* Records for the exercise
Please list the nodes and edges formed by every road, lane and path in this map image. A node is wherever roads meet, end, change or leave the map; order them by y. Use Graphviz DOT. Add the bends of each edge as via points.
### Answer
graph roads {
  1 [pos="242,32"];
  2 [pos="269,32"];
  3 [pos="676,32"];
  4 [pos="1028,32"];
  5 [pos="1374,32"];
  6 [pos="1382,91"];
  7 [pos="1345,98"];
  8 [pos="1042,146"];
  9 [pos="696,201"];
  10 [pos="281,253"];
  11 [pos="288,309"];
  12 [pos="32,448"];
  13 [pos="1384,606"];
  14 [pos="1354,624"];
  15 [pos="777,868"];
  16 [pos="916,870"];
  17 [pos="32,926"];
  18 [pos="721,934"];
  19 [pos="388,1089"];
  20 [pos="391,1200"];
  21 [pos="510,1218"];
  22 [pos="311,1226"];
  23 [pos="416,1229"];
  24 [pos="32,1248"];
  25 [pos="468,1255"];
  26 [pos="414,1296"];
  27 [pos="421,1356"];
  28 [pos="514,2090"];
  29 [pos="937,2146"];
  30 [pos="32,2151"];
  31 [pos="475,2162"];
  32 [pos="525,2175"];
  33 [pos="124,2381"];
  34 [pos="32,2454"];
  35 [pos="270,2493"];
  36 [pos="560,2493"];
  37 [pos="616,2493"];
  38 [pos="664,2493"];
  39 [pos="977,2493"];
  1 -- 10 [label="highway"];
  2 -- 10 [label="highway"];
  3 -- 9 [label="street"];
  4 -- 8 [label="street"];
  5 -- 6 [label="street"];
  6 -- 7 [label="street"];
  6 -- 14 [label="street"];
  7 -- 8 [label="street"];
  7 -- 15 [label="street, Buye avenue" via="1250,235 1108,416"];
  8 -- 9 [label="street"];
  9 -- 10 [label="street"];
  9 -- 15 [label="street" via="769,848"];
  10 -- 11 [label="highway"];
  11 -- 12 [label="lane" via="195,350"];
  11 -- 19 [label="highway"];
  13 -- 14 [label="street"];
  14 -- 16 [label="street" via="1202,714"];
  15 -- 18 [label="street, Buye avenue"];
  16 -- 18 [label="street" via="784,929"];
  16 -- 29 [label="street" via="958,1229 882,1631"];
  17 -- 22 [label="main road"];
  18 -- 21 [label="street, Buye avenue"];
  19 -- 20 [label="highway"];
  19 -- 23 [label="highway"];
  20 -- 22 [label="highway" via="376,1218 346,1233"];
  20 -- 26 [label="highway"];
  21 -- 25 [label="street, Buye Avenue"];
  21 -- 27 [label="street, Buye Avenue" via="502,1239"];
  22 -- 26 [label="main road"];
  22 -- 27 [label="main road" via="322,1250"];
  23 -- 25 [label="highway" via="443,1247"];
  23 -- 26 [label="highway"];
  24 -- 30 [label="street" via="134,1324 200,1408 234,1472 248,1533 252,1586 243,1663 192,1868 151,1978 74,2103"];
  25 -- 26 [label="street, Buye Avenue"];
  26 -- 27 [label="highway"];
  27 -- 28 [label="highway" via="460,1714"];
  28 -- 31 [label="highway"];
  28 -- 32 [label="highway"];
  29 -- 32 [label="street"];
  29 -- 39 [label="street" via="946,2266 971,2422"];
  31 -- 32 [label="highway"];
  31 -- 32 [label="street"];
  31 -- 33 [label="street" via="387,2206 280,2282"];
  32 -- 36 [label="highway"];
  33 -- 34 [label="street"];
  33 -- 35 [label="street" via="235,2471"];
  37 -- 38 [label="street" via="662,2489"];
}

---

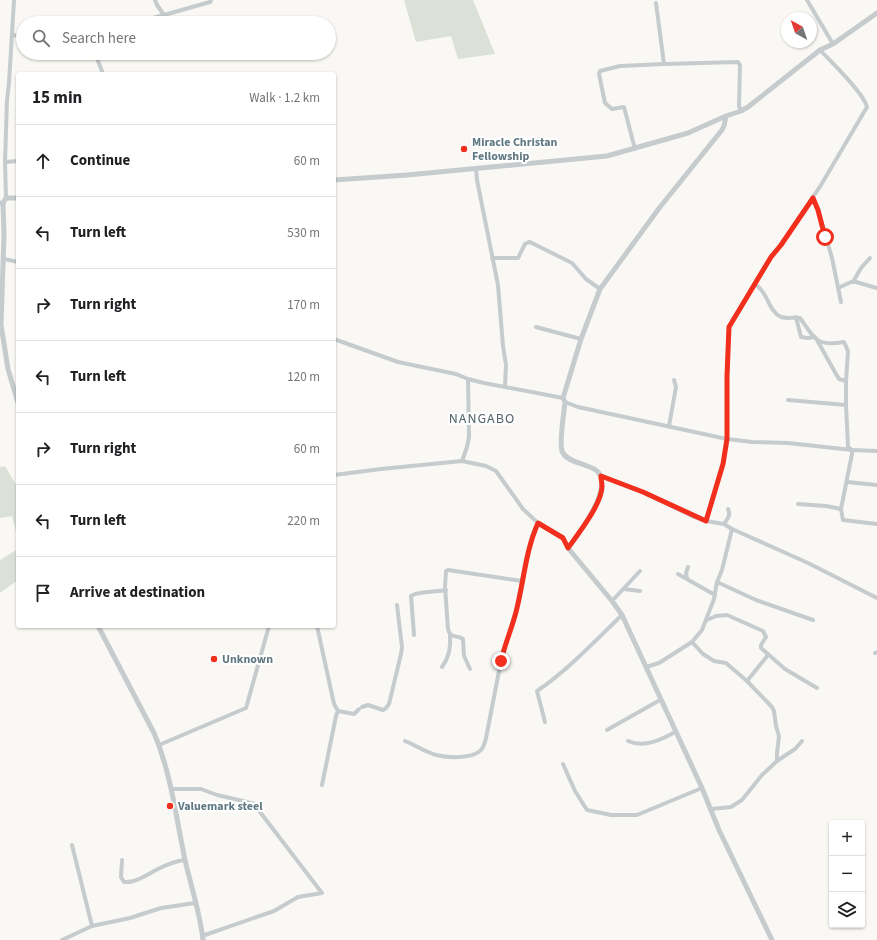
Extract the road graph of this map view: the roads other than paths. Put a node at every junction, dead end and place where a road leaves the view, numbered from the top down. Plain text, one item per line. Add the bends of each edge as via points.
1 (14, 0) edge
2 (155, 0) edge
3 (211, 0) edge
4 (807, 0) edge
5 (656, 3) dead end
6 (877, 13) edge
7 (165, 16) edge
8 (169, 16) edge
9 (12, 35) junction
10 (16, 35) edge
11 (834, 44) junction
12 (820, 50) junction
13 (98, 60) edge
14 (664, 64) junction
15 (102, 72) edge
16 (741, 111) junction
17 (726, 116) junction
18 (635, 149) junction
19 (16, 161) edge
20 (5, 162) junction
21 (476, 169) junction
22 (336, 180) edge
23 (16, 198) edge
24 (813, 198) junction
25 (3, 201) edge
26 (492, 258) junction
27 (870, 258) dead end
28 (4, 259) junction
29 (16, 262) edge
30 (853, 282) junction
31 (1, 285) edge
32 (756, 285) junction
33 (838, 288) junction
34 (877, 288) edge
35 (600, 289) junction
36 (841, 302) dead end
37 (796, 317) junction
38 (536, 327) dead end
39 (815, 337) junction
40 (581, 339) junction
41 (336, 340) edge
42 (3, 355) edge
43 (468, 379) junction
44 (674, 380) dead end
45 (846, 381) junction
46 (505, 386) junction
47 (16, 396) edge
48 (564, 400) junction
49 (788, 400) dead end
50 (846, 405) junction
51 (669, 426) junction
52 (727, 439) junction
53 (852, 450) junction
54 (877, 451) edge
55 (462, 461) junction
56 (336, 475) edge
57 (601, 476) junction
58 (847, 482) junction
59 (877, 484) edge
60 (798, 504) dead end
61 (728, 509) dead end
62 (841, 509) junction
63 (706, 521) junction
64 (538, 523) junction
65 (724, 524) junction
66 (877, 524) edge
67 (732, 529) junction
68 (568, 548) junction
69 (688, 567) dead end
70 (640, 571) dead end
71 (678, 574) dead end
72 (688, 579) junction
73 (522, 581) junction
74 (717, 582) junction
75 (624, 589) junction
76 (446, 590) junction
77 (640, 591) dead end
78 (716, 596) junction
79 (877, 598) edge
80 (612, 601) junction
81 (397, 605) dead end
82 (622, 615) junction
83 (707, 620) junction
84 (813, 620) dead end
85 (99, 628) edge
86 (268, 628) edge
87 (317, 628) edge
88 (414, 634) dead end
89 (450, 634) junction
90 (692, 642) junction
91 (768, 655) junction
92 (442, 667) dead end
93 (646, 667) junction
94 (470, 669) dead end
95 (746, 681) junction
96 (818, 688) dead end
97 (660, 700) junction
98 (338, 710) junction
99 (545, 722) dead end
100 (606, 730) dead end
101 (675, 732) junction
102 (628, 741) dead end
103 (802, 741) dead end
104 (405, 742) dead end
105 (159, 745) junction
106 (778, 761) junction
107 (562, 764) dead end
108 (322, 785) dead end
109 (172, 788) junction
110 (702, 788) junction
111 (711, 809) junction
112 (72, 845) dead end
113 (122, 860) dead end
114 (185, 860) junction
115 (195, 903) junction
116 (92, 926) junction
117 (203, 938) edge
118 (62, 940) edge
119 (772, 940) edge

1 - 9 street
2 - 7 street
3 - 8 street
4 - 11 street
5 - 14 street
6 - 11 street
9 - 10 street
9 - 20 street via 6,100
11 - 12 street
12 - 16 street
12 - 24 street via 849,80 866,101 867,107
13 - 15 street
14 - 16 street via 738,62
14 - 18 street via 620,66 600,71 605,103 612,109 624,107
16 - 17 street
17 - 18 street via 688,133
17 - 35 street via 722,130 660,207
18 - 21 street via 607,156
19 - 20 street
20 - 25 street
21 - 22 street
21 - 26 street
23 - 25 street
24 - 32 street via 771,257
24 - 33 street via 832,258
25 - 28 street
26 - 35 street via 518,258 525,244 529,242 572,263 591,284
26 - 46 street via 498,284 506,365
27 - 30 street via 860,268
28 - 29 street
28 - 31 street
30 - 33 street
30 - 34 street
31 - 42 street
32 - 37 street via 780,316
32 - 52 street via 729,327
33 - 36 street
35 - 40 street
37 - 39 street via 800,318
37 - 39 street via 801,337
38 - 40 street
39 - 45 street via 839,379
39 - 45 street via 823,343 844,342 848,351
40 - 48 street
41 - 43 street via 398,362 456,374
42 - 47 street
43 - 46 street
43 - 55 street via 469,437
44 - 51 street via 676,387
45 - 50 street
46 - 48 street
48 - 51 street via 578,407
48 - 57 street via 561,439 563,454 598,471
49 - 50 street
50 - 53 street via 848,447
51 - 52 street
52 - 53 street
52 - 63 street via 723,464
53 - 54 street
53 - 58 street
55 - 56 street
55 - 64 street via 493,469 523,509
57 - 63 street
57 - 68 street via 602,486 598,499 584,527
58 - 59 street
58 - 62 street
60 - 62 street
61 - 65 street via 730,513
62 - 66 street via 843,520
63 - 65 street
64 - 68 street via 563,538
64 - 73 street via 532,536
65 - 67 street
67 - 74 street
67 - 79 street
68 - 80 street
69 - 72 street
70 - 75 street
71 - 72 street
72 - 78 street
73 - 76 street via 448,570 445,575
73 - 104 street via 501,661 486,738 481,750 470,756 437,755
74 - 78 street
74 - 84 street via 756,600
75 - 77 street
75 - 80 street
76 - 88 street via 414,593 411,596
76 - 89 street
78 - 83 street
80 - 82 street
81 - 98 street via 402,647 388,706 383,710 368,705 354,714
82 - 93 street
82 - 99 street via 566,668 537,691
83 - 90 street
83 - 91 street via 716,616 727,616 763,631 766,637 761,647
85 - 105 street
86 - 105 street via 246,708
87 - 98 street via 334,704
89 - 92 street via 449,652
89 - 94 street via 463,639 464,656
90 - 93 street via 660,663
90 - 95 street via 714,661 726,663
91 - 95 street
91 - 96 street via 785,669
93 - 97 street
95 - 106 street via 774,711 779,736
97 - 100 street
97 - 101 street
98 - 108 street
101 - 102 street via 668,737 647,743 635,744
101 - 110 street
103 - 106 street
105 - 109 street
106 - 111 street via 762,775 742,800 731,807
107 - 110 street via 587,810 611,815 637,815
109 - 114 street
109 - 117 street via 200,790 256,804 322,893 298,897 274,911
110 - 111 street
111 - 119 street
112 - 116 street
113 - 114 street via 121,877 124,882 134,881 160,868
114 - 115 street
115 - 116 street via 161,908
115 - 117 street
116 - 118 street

* * *

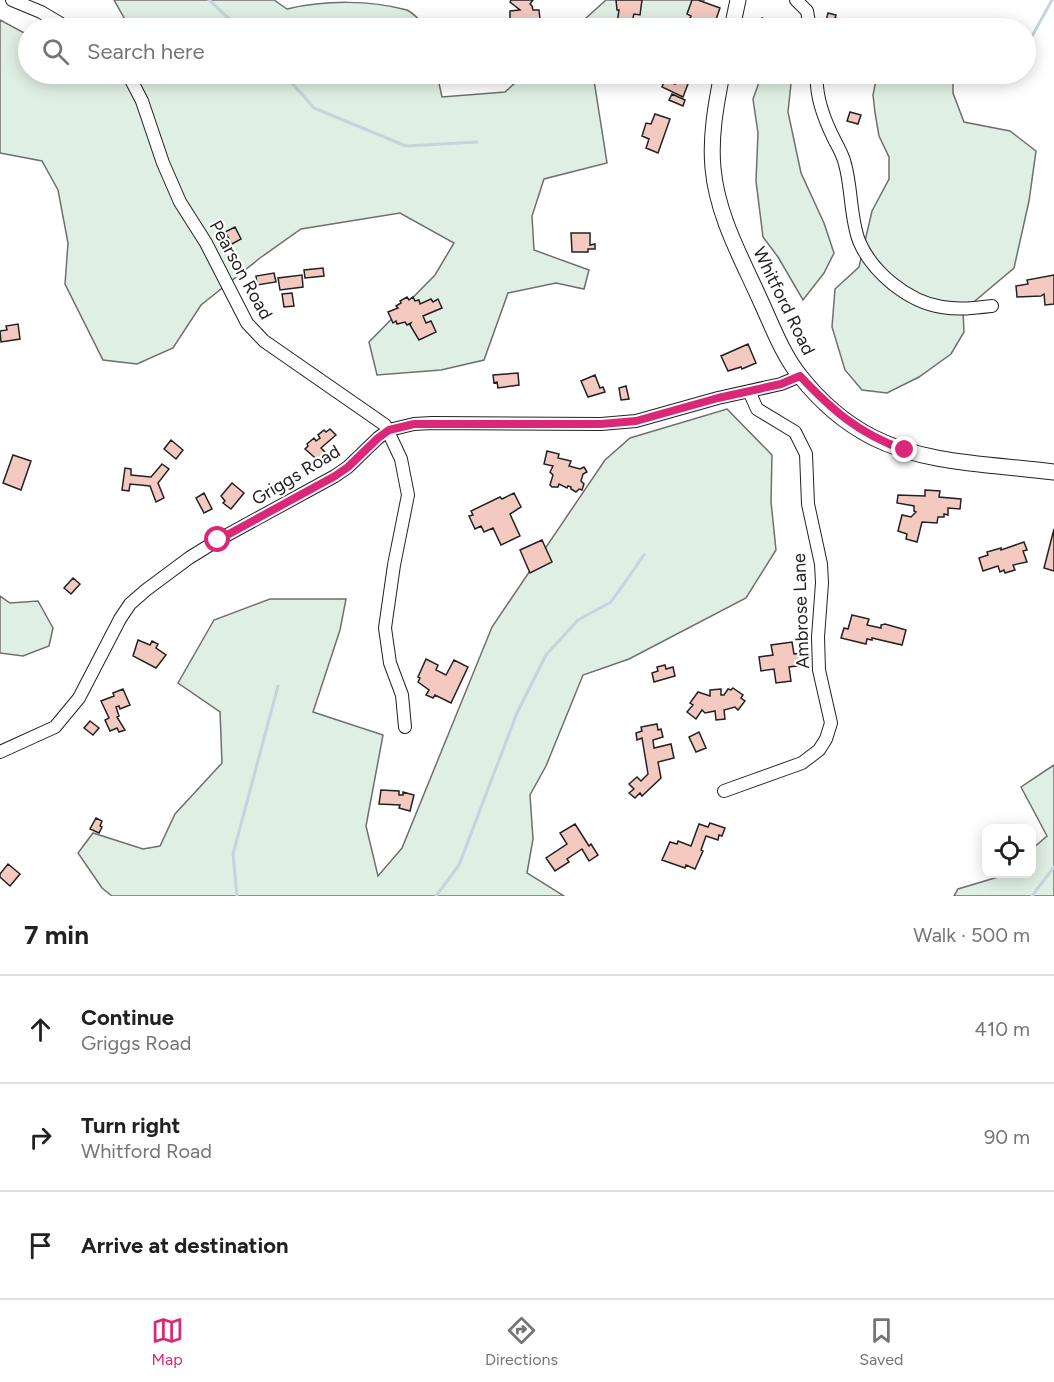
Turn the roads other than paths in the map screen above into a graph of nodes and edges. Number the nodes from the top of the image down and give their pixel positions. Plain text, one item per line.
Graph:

* Task to carry out
Only the number is needed here: how many lines of the records contain "image"?

* Answer section
2